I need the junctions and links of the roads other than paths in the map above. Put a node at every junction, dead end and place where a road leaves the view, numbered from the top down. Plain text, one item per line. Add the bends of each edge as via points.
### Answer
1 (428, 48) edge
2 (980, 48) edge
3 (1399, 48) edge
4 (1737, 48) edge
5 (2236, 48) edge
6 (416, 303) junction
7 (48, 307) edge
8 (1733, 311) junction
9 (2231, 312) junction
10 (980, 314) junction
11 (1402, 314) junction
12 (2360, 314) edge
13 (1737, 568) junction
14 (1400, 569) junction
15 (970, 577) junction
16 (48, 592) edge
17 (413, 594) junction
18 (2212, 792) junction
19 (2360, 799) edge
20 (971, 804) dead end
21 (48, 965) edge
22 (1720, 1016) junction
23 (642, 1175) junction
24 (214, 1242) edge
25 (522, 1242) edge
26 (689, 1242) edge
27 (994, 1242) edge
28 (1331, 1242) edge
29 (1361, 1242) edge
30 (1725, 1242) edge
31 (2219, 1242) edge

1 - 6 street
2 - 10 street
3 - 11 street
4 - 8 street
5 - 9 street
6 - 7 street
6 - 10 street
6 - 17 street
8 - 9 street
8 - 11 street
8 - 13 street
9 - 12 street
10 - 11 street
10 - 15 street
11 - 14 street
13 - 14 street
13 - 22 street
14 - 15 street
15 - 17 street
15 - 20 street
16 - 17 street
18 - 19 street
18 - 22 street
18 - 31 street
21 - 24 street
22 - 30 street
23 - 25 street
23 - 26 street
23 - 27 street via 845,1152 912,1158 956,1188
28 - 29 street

TRY IT. Each line above needs to be returned exactly as it is.

RESPONSE TO THE EXERCISE.
I need the junctions and links of the roads other than paths in the map above. Put a node at every junction, dead end and place where a road leaves the view, numbered from the top down. Plain text, one item per line. Add the bends of each edge as via points.
### Answer
1 (428, 48) edge
2 (980, 48) edge
3 (1399, 48) edge
4 (1737, 48) edge
5 (2236, 48) edge
6 (416, 303) junction
7 (48, 307) edge
8 (1733, 311) junction
9 (2231, 312) junction
10 (980, 314) junction
11 (1402, 314) junction
12 (2360, 314) edge
13 (1737, 568) junction
14 (1400, 569) junction
15 (970, 577) junction
16 (48, 592) edge
17 (413, 594) junction
18 (2212, 792) junction
19 (2360, 799) edge
20 (971, 804) dead end
21 (48, 965) edge
22 (1720, 1016) junction
23 (642, 1175) junction
24 (214, 1242) edge
25 (522, 1242) edge
26 (689, 1242) edge
27 (994, 1242) edge
28 (1331, 1242) edge
29 (1361, 1242) edge
30 (1725, 1242) edge
31 (2219, 1242) edge

1 - 6 street
2 - 10 street
3 - 11 street
4 - 8 street
5 - 9 street
6 - 7 street
6 - 10 street
6 - 17 street
8 - 9 street
8 - 11 street
8 - 13 street
9 - 12 street
10 - 11 street
10 - 15 street
11 - 14 street
13 - 14 street
13 - 22 street
14 - 15 street
15 - 17 street
15 - 20 street
16 - 17 street
18 - 19 street
18 - 22 street
18 - 31 street
21 - 24 street
22 - 30 street
23 - 25 street
23 - 26 street
23 - 27 street via 845,1152 912,1158 956,1188
28 - 29 street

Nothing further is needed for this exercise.